**INSTRUCTIONS FOR THE TASK**.
Show all the lines in the data below that include the word "Schiller".

**PROVIDED DATA**.
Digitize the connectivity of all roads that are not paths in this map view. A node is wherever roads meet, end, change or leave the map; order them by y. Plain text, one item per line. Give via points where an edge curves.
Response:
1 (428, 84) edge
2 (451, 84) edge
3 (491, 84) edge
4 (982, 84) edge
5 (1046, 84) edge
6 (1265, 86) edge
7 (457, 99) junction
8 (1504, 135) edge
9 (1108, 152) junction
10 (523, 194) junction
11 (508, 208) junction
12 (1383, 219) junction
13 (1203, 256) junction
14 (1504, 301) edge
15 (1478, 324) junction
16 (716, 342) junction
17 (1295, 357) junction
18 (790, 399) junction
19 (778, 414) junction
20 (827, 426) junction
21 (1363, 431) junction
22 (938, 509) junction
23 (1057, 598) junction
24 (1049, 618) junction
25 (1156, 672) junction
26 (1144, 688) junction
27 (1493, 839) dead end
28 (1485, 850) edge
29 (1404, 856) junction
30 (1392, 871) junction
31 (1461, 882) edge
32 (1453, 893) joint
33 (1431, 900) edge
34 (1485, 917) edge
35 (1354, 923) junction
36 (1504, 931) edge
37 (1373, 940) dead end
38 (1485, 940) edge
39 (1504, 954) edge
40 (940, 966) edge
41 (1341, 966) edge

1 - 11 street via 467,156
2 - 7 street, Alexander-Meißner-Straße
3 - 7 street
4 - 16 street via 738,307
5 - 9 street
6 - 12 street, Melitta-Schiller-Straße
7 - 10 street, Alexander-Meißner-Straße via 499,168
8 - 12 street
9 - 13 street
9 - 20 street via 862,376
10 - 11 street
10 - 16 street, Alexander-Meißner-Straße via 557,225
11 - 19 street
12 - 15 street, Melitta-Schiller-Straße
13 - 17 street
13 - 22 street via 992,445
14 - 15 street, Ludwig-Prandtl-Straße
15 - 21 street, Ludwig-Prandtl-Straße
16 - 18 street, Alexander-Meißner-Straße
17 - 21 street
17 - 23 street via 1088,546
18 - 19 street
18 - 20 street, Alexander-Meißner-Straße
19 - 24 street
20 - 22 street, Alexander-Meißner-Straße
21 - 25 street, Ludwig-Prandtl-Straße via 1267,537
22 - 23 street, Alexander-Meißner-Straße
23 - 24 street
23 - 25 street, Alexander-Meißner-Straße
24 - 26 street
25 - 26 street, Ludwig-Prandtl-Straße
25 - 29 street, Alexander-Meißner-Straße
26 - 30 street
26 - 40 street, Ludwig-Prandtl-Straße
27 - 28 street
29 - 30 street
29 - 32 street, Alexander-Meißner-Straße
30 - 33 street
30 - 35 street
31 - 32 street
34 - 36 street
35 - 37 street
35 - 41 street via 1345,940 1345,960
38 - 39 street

**ANSWER SECTION**.
6 - 12 street, Melitta-Schiller-Straße
12 - 15 street, Melitta-Schiller-Straße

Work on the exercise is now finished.